Keywords: Legionella pneumophila serogroup 5; biofilm; cooling tower; copA; hot water system; premise plumbing; whole-genome sequencing.

FIG 1

Survival of L. pneumophila isolates in copper-treated simulated drinking water relative to an untreated control in simulated drinking water. L. pneumophila strains were incubated with different copper concentrations (0.8, 1.3, 2, and 5 mg/liter) for a period of 1 to 672 h. The log reduction in CFU counts was calculated relative to the untreated control for each strain. Results are grouped according to the origin of each isolate. (A and B) Hot water system in health care facility A; (C to F) hot water system in health care facility B; (G) laboratory strain JR32; (H) cooling tower C; (I and J) cooling tower D. Error bars represent standard deviations (n = 3).

FIG 2

Log reduction of laboratory, environmental, and clinical L. pneumophila isolates after exposure to 5 mg/liter copper for 672 h in simulated drinking water.

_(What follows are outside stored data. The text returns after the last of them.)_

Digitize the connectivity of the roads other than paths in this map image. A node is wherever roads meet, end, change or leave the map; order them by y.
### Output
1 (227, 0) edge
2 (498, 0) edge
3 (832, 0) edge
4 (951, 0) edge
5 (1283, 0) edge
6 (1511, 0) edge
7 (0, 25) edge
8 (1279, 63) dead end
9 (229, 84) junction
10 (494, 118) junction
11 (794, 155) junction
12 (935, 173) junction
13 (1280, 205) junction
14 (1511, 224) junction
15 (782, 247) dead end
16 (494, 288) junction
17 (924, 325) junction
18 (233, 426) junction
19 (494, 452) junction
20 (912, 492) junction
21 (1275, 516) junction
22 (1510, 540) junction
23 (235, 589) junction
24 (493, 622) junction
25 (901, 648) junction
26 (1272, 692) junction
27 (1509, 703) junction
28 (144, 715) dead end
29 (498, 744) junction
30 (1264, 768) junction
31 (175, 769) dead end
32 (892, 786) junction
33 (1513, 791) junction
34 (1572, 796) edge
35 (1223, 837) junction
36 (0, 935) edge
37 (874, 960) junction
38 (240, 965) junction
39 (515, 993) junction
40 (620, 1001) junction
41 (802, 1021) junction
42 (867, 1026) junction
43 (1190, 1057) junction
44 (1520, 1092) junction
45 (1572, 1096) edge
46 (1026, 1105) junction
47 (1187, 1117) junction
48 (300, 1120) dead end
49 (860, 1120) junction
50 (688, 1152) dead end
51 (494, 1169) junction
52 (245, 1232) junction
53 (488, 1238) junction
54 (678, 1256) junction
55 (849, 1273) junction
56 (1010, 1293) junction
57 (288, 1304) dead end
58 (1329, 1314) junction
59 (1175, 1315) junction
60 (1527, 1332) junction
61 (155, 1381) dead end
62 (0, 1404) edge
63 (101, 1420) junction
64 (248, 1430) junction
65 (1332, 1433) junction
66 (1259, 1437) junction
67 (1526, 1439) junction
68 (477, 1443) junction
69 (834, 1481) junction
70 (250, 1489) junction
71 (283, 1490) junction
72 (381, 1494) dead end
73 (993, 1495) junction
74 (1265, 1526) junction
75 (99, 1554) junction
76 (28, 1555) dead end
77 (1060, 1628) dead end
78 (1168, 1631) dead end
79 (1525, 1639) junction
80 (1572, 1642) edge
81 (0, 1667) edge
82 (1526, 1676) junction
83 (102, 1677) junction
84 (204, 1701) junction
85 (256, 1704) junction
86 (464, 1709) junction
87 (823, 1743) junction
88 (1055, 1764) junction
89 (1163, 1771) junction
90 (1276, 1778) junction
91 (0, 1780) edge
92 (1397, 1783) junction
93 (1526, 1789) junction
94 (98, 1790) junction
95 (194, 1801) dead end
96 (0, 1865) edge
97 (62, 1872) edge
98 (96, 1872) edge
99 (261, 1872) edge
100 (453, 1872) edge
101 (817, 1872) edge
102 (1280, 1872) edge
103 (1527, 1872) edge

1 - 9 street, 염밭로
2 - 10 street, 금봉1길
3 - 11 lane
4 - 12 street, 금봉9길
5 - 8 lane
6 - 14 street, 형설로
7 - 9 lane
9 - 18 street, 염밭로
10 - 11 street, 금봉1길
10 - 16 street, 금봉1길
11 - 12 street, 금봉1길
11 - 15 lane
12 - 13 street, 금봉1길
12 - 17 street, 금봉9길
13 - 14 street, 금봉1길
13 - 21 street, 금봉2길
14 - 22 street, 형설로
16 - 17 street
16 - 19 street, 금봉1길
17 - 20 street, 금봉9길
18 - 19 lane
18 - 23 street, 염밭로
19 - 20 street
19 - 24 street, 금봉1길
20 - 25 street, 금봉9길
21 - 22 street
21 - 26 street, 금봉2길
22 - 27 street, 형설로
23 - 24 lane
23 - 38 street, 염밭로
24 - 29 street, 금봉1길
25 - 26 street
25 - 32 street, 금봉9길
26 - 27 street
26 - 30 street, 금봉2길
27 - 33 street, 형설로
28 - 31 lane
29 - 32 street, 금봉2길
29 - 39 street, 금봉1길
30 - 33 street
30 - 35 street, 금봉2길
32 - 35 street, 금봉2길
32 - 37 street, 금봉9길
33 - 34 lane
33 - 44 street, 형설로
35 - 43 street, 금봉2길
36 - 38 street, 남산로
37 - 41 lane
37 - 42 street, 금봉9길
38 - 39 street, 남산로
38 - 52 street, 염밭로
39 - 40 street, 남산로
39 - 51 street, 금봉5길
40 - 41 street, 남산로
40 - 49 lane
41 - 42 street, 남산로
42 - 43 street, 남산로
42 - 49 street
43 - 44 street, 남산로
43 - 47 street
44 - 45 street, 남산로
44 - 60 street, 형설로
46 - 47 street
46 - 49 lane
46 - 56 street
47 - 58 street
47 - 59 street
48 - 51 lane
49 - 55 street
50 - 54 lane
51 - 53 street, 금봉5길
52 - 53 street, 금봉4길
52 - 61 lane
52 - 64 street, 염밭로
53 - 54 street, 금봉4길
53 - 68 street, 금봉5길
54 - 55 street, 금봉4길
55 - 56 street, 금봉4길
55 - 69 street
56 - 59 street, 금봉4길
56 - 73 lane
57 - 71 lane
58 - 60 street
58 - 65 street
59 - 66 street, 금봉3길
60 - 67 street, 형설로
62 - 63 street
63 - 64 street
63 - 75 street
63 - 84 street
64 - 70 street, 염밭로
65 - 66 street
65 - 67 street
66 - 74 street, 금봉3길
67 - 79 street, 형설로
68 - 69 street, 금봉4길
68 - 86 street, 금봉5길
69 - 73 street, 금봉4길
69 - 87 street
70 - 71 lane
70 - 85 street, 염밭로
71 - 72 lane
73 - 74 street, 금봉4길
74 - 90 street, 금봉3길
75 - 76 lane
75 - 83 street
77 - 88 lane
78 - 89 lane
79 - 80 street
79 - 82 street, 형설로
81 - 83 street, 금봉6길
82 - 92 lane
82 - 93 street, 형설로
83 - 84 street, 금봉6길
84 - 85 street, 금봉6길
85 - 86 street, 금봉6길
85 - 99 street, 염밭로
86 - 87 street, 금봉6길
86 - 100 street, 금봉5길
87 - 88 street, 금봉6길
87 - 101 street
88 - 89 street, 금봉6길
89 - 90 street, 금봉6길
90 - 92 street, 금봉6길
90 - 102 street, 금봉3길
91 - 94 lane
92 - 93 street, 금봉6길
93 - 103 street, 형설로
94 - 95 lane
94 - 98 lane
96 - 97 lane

The log reduction in CFU counts is expressed as a ratio relative to the untreated control for each strain. Error bars represent standard deviations (n = 3).

FIG 3

Expression of copA after a 30-min exposure to copper concentration of 5 mg/liter in simulated drinking water at 36°C. RT-qPCR was used to test expression of copA in untreated (Cu−) and treated (Cu+) L. pneumophila. The fold change is the change in expression between 30 min and before treatment. Three replicates were used. We used an unpaired Student's t test to assess statistical significance for each time point. *, P ≤ 0.05; **, P ≤ 0.001 (treated versus untreated).

FIG 4

Whole-genome-based phylogeny of the 1427-like isolates. Two hundred SNPs falling outside recombinant regions were used to generate a phylogenetic tree of the 4 new isolates in the context of closely related Philadelphia-like L. pneumophila strains. The four 1427-like isolates are highlighted in blue. Branch support was evaluated using 1,000 bootstrap replicates in RAxML-ng transfer bootstrap expectation mode. The scale bar shows mean nucleotide substitutions per site.